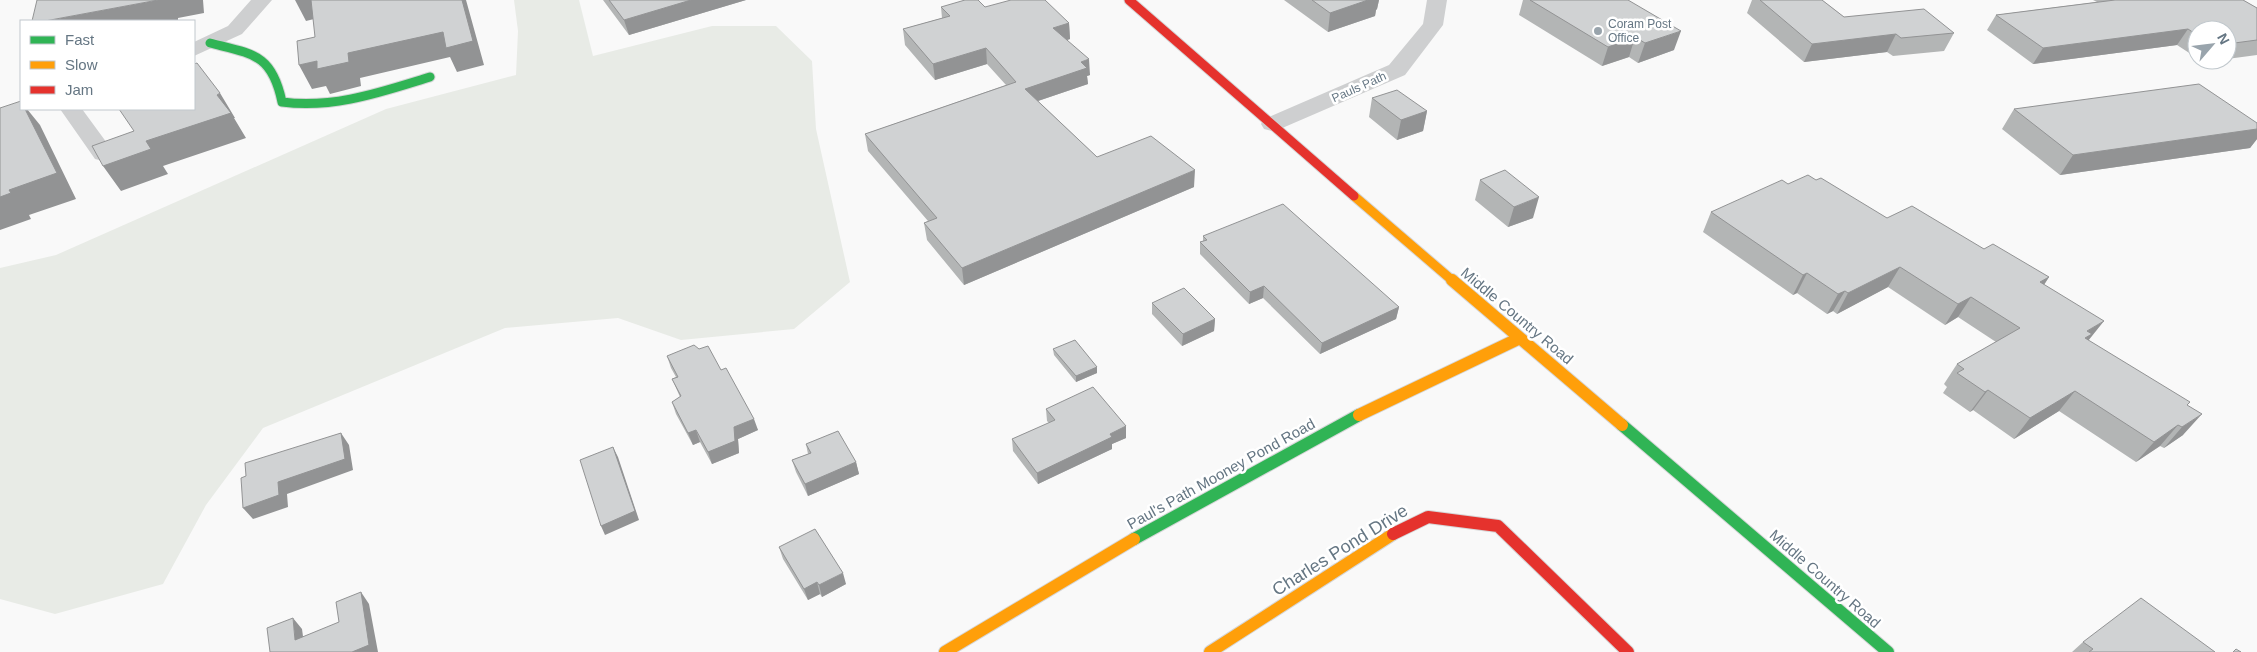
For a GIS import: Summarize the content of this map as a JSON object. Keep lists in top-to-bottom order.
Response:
{
  "streets": {
    "street": [
      "Pauls Path",
      "Middle Country Road",
      "Paul's Path Mooney Pond Road",
      "Charles Pond Drive"
    ]
  },
  "crossings": [
    ["Pauls Path", "Middle Country Road"],
    ["Middle Country Road", "Paul's Path Mooney Pond Road"]
  ],
  "places": ["Coram Post Office"],
  "legend": ["Fast", "Slow", "Jam"],
  "north": "top right"
}
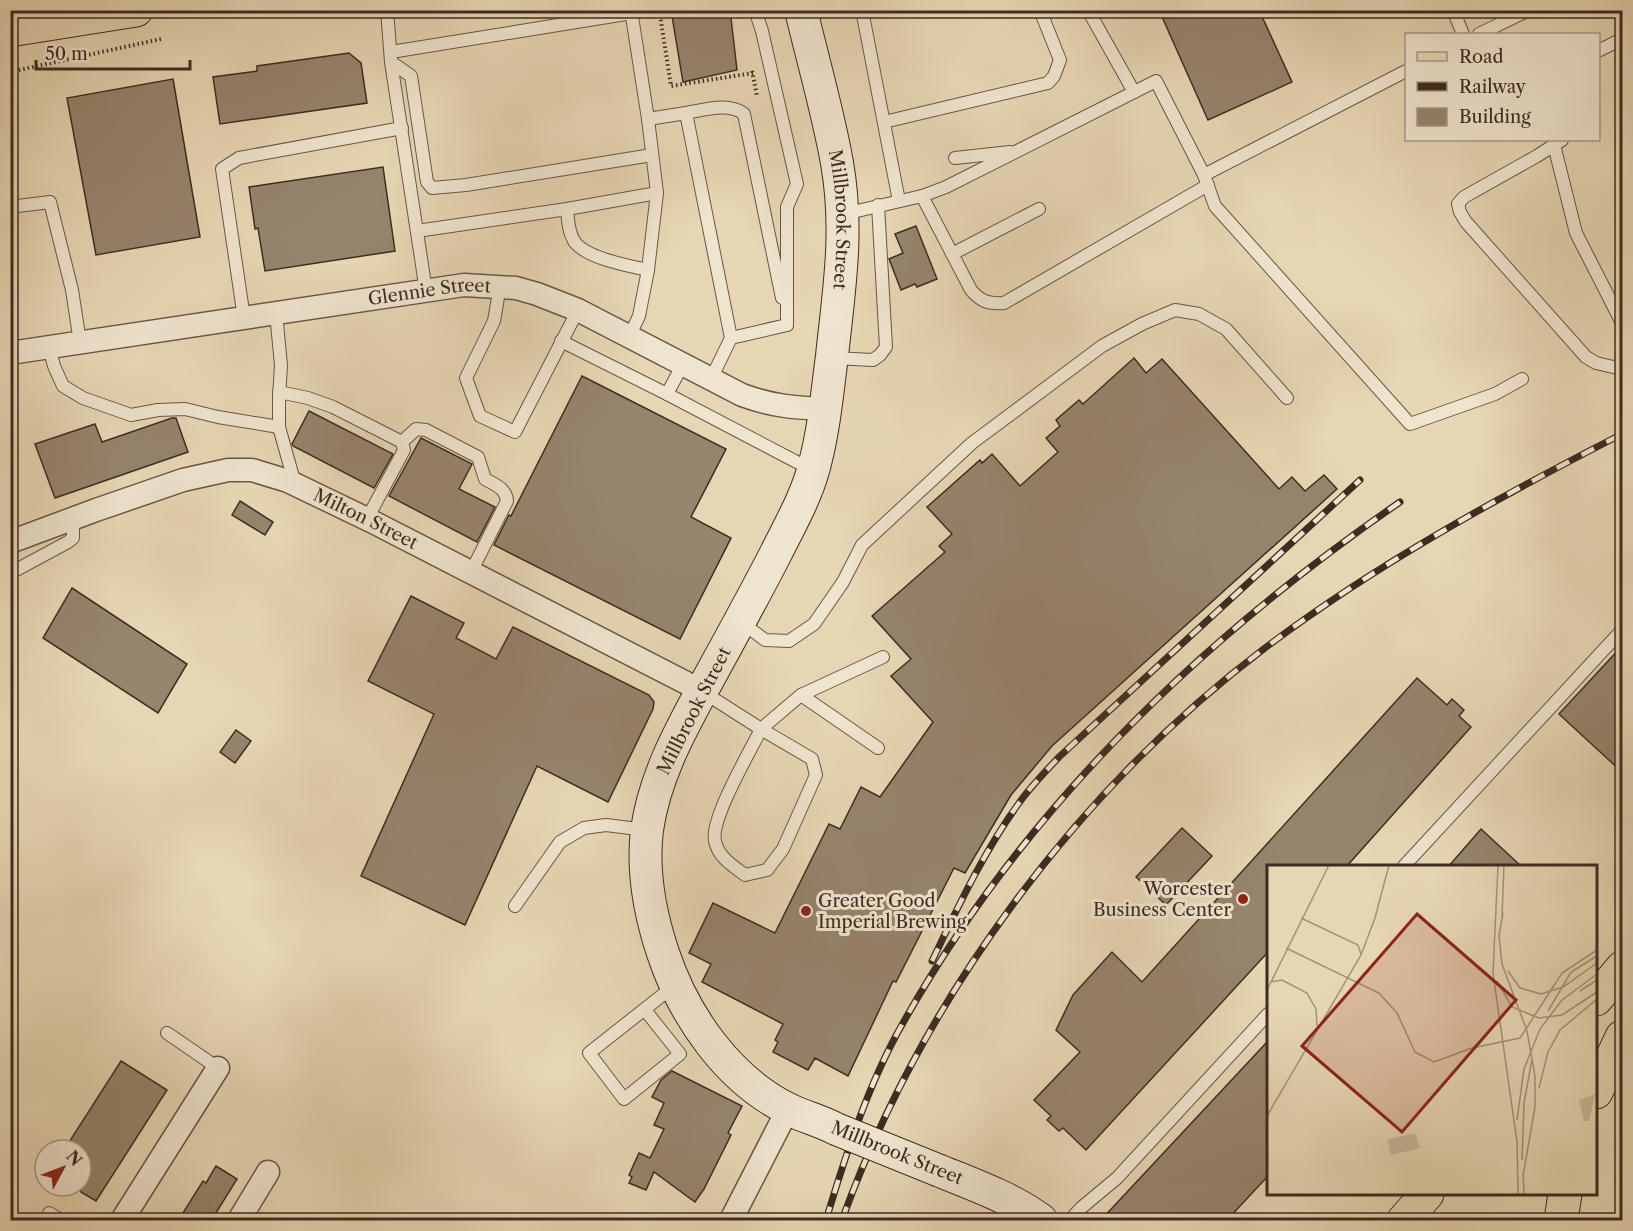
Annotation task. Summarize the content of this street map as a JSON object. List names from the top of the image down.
{
  "streets": {
    "main road": ["Millbrook Street"],
    "street": ["Glennie Street", "Milton Street"]
  },
  "crossings": [
    ["Millbrook Street", "Glennie Street"],
    ["Millbrook Street", "Milton Street"]
  ],
  "places": ["Worcester Business Center", "Greater Good Imperial Brewing"],
  "legend": ["Road", "Railway", "Building"],
  "scale_bar": "50 m",
  "north": "top right"
}
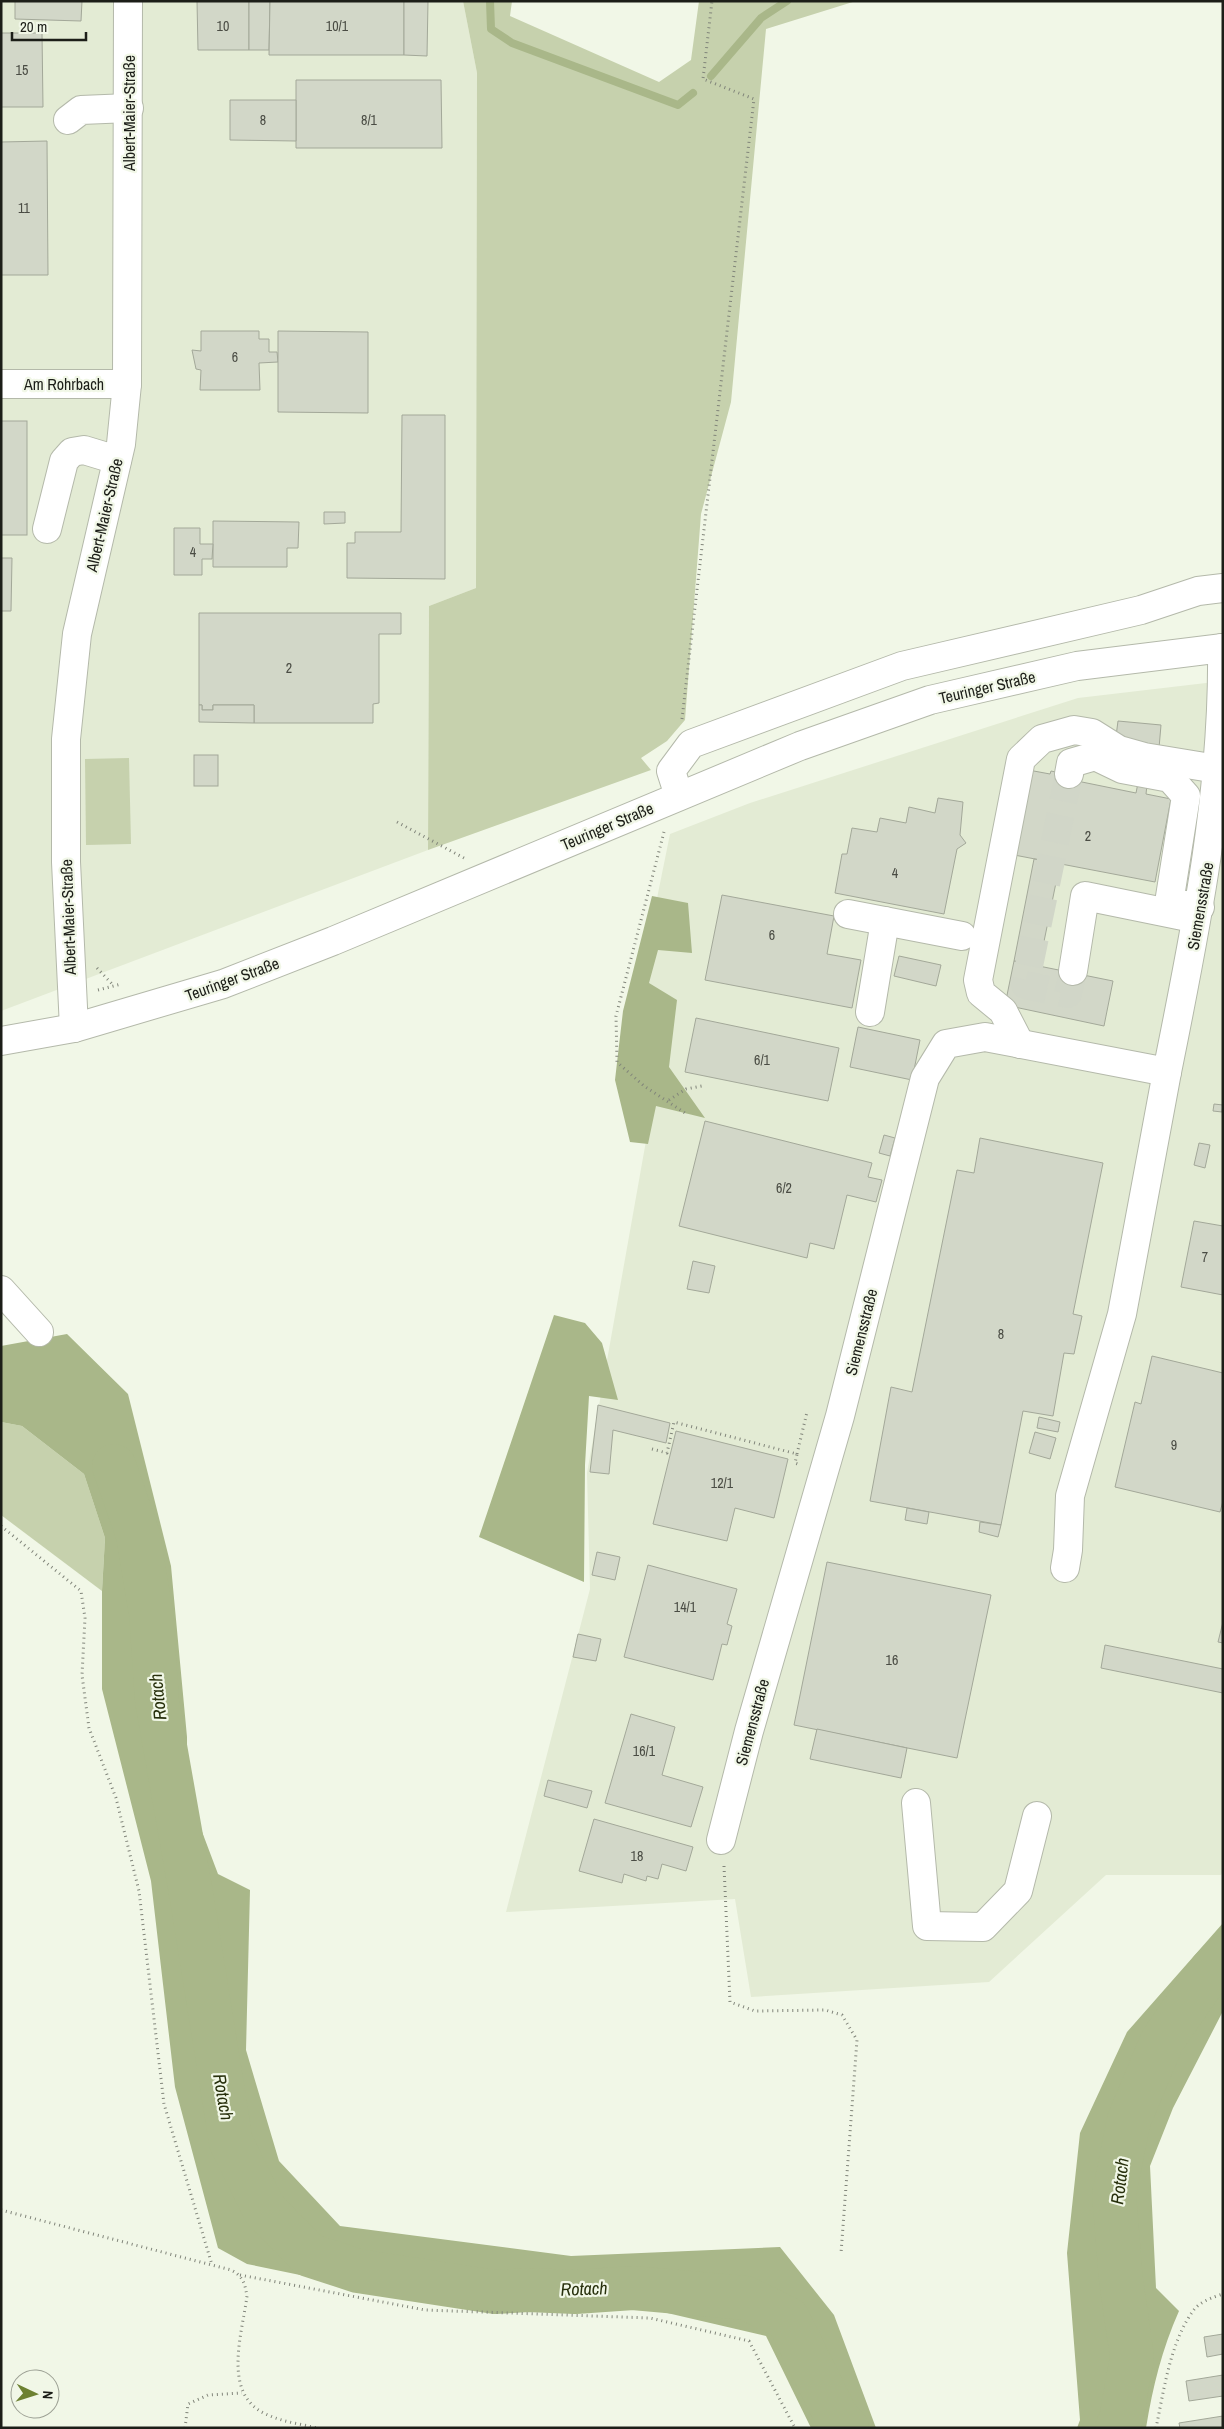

========================================================================

**Exercise brief:**
Starting at the line that contains "Annotation task. Summarize", reproduce every line through the last one in the records exactly, and omit all pictures.

**Task output:**
Annotation task. Summarize the content of this street map as a JSON object. List names from the top of the image down.
{
  "streets": {
    "main road": ["Millbrook Street"],
    "street": ["Glennie Street", "Milton Street"]
  },
  "crossings": [
    ["Millbrook Street", "Glennie Street"],
    ["Millbrook Street", "Milton Street"]
  ],
  "places": ["Worcester Business Center", "Greater Good Imperial Brewing"],
  "legend": ["Road", "Railway", "Building"],
  "scale_bar": "50 m",
  "north": "top right"
}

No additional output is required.